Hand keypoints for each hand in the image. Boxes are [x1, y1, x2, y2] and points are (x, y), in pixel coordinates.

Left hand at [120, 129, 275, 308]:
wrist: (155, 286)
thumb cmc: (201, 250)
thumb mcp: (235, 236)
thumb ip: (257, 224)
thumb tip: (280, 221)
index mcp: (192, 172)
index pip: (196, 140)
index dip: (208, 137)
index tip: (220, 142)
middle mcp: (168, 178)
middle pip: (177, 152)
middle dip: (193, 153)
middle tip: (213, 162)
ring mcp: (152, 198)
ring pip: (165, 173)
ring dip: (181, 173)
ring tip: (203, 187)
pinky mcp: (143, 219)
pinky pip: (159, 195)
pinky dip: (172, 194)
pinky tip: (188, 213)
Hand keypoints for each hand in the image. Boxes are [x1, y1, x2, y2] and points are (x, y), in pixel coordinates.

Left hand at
○ ○ ○ ○
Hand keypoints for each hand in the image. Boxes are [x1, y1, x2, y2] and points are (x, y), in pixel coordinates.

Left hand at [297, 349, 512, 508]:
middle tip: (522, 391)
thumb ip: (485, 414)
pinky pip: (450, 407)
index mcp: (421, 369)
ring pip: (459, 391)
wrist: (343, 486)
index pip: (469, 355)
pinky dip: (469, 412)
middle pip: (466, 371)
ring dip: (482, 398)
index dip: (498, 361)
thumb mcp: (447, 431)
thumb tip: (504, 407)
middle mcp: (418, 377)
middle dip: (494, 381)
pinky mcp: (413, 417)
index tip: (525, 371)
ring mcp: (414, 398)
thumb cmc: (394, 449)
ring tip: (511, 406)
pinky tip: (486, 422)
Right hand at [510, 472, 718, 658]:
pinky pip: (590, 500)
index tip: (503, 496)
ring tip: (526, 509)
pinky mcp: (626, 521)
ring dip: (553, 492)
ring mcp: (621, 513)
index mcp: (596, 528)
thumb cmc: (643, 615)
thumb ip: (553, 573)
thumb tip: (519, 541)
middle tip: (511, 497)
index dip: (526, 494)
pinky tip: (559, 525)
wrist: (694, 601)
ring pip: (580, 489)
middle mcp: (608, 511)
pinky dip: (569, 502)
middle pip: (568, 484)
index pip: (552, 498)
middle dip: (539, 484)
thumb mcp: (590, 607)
○ ○ ○ ○
■ **AIM OF THE EXERCISE**
Pull every line with "middle" from the records.

■ **RESULT OF THIS EXERCISE**
middle mcp: (168, 178)
middle pip: (177, 152)
middle dip: (193, 153)
middle tip: (213, 162)
middle tip: (522, 391)
middle pip: (466, 371)
middle mcp: (418, 377)
middle dip: (494, 381)
middle tip: (511, 497)
middle mcp: (608, 511)
middle pip: (568, 484)
middle dip: (539, 484)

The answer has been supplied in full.